O estudo aviva uma polêmica de décadas. Theodore
Antikas, chefe de antropologia das escavações de Vergina, não concorda
com os resultados da equipe de Arsuaga. O trabalho, diz ele, "se baseia
em provas insuficientes e está longe de resolver o problema", escreveu o
especialista da Universidade Aristóteles em uma carta enviada à PNAS e à
qual o "El Pais" teve acesso.
Nessa missiva, Antikas revela uma
volta inesperada nessa história. Trata-se da existência de duas caixas
de madeira cheias de ossos encontradas na tumba 1 em 1977. Foram
armazenadas no museu de Vergina e "ninguém reparou nelas" até agora.

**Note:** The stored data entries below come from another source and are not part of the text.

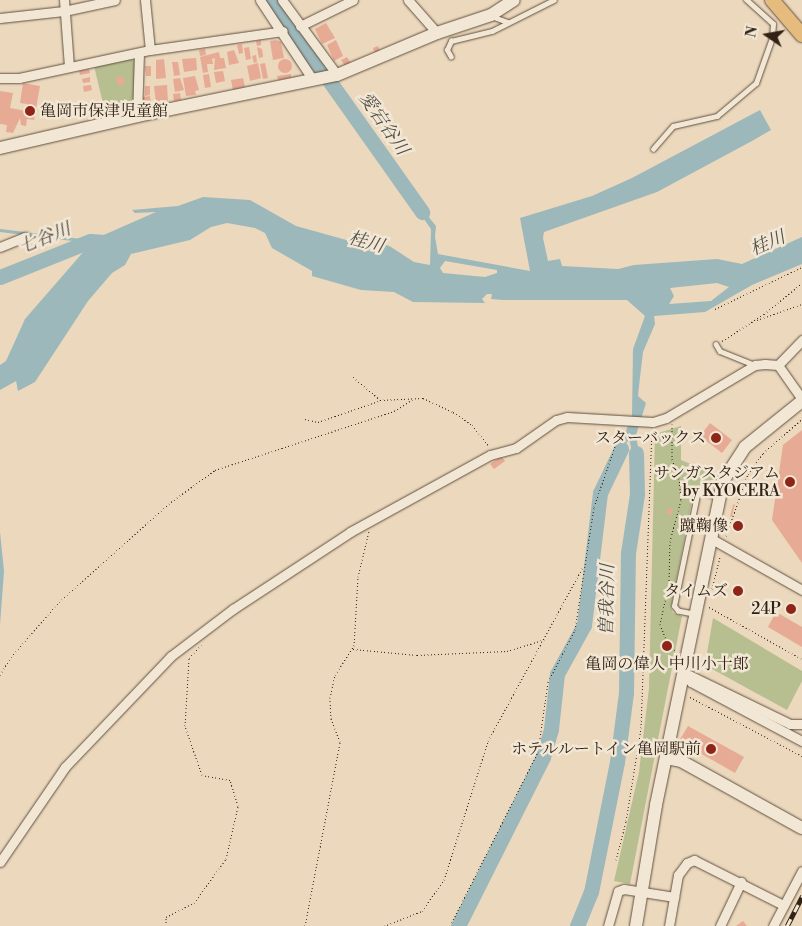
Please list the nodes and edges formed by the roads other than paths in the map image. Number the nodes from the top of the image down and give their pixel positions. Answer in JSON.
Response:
{"nodes":[{"id":1,"x":64,"y":0,"type":"edge"},
{"id":2,"x":114,"y":0,"type":"edge"},
{"id":3,"x":145,"y":0,"type":"edge"},
{"id":4,"x":260,"y":0,"type":"edge"},
{"id":5,"x":282,"y":0,"type":"edge"},
{"id":6,"x":353,"y":0,"type":"edge"},
{"id":7,"x":408,"y":0,"type":"edge"},
{"id":8,"x":514,"y":0,"type":"edge"},
{"id":9,"x":554,"y":0,"type":"edge"},
{"id":10,"x":746,"y":0,"type":"edge"},
{"id":11,"x":772,"y":0,"type":"edge"},
{"id":12,"x":64,"y":11,"type":"junction"},
{"id":13,"x":490,"y":15,"type":"junction"},
{"id":14,"x":0,"y":18,"type":"edge"},
{"id":15,"x":508,"y":22,"type":"junction"},
{"id":16,"x":300,"y":26,"type":"junction"},
{"id":17,"x":283,"y":31,"type":"junction"},
{"id":18,"x":438,"y":33,"type":"junction"},
{"id":19,"x":802,"y":35,"type":"edge"},
{"id":20,"x":150,"y":50,"type":"junction"},
{"id":21,"x":139,"y":54,"type":"junction"},
{"id":22,"x":450,"y":56,"type":"dead end"},
{"id":23,"x":69,"y":67,"type":"junction"},
{"id":24,"x":335,"y":75,"type":"junction"},
{"id":25,"x":0,"y":78,"type":"edge"},
{"id":26,"x":316,"y":79,"type":"junction"},
{"id":27,"x":137,"y":116,"type":"junction"},
{"id":28,"x":0,"y":148,"type":"edge"},
{"id":29,"x":653,"y":149,"type":"dead end"},
{"id":30,"x":25,"y":237,"type":"dead end"},
{"id":31,"x":0,"y":247,"type":"edge"},
{"id":32,"x":802,"y":340,"type":"edge"},
{"id":33,"x":716,"y":344,"type":"road end"},
{"id":34,"x":755,"y":364,"type":"junction"},
{"id":35,"x":778,"y":365,"type":"junction"},
{"id":36,"x":802,"y":400,"type":"edge"},
{"id":37,"x":719,"y":496,"type":"junction"},
{"id":38,"x":710,"y":538,"type":"junction"},
{"id":39,"x":802,"y":590,"type":"edge"},
{"id":40,"x":700,"y":615,"type":"junction"},
{"id":41,"x":683,"y":672,"type":"junction"},
{"id":42,"x":802,"y":724,"type":"edge"},
{"id":43,"x":802,"y":741,"type":"edge"},
{"id":44,"x":666,"y":758,"type":"junction"},
{"id":45,"x":802,"y":828,"type":"edge"},
{"id":46,"x":0,"y":862,"type":"edge"},
{"id":47,"x":802,"y":871,"type":"edge"},
{"id":48,"x":741,"y":882,"type":"junction"},
{"id":49,"x":641,"y":892,"type":"junction"},
{"id":50,"x":674,"y":897,"type":"junction"},
{"id":51,"x":783,"y":905,"type":"junction"},
{"id":52,"x":608,"y":926,"type":"edge"},
{"id":53,"x":636,"y":926,"type":"edge"},
{"id":54,"x":669,"y":926,"type":"edge"},
{"id":55,"x":720,"y":926,"type":"edge"},
{"id":56,"x":773,"y":926,"type":"edge"}],
"edges":[{"from":1,"to":12,"type":"street"},
{"from":2,"to":12,"type":"street"},
{"from":3,"to":20,"type":"street"},
{"from":4,"to":17,"type":"street"},
{"from":5,"to":16,"type":"street"},
{"from":6,"to":16,"type":"street"},
{"from":7,"to":18,"type":"street"},
{"from":8,"to":13,"type":"street"},
{"from":9,"to":15,"type":"lane"},
{"from":10,"to":29,"type":"lane"},
{"from":11,"to":19,"type":"main road"},
{"from":12,"to":14,"type":"street"},
{"from":12,"to":23,"type":"street"},
{"from":13,"to":15,"type":"lane"},
{"from":13,"to":18,"type":"street"},
{"from":15,"to":22,"type":"lane"},
{"from":16,"to":24,"type":"street"},
{"from":17,"to":20,"type":"street"},
{"from":17,"to":26,"type":"street"},
{"from":18,"to":24,"type":"street"},
{"from":20,"to":21,"type":"street"},
{"from":21,"to":23,"type":"street"},
{"from":21,"to":27,"type":"street"},
{"from":23,"to":25,"type":"street"},
{"from":24,"to":26,"type":"street"},
{"from":26,"to":27,"type":"street"},
{"from":27,"to":28,"type":"street"},
{"from":30,"to":31,"type":"street"},
{"from":32,"to":35,"type":"street"},
{"from":33,"to":34,"type":"lane"},
{"from":34,"to":35,"type":"street"},
{"from":34,"to":46,"type":"street"},
{"from":35,"to":36,"type":"street"},
{"from":36,"to":37,"type":"street"},
{"from":37,"to":38,"type":"street"},
{"from":37,"to":40,"type":"lane"},
{"from":38,"to":39,"type":"street"},
{"from":38,"to":40,"type":"street"},
{"from":40,"to":41,"type":"street"},
{"from":41,"to":42,"type":"street"},
{"from":41,"to":43,"type":"street"},
{"from":41,"to":44,"type":"street"},
{"from":44,"to":45,"type":"street"},
{"from":44,"to":49,"type":"street"},
{"from":47,"to":51,"type":"street"},
{"from":48,"to":50,"type":"street"},
{"from":48,"to":51,"type":"street"},
{"from":48,"to":55,"type":"street"},
{"from":49,"to":50,"type":"street"},
{"from":49,"to":52,"type":"street"},
{"from":49,"to":53,"type":"street"},
{"from":50,"to":54,"type":"street"},
{"from":51,"to":56,"type":"street"}]}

Suas análises indicam que na tumba 1 não havia três, mas sete
indivíduos, incluindo um adolescente, três bebês e um feto não
identificado.
Poderia tratar-se de restos de saqueadores ou de cadáveres
descartados, algo já visto em outras tumbas macedônias, aponta. Além
disso, diz, sua equipe espera autorização para realizar análises de DNA
sem as quais "qualquer suposição sobre as identidades dos mortos é
prematura e pouco fiável". Por enquanto, nenhum desses dados foi
devidamente publicado.
Guerreiro até a morte
O
historiador Robin Lane Fox, da Universidade de Oxford, especialista
nesse período e defensor da teoria da tumba 2, ressalta suas dúvidas
sobre a descoberta. Para começar,"um buraco em um joelho não vai provar
nada, pois muitos outros poderiam tê-lo em um mundo de guerreiros",
explica em um e-mail. Por outro lado, pergunta, como se explica que na
tumba de um rei guerreiro não haja uma só arma de ferro, do tipo que "os
saqueadores não teriam se incomodado em roubar"?
Um terceiro problema,
já clássico, é por que os restos da tumba 1 não foram incinerados, uma
questão chave, segundo Lane Fox. A equipe de Arsuaga acrescenta que nem
sempre se cremavam os personagens ilustres, sobretudo na Macedônia
anterior a Alexandre, o Grande.
Maria Liston, antropóloga
especialista em rituais funerários na Grécia, quase não tem dúvidas de
que esses restos sejam de Filipe 2º. Também salienta que as feridas que o
cadáver apresenta não parecem as de qualquer guerreiro. Depois de
analisar em detalhe o trabalho, salienta que "a perna teve que ser
imobilizada porque a dor deve ter sido horrível", explica.
"Foi feito de
forma muito cuidadosa e pensada", ressalta. "O ângulo em que o osso
colou permitiu que o paciente andasse na ponta do pé com essa perna, e,
mais importante, continuasse montando a cavalo, o que Filipe deve ter
feito para manter sua posição de guerreiro". Liston acredita que os
autores "têm um argumento muito convincente de que este é o esqueleto de
Filipe 2º" e que o homem na tumba 2 é realmente seu filho Filipe 3º.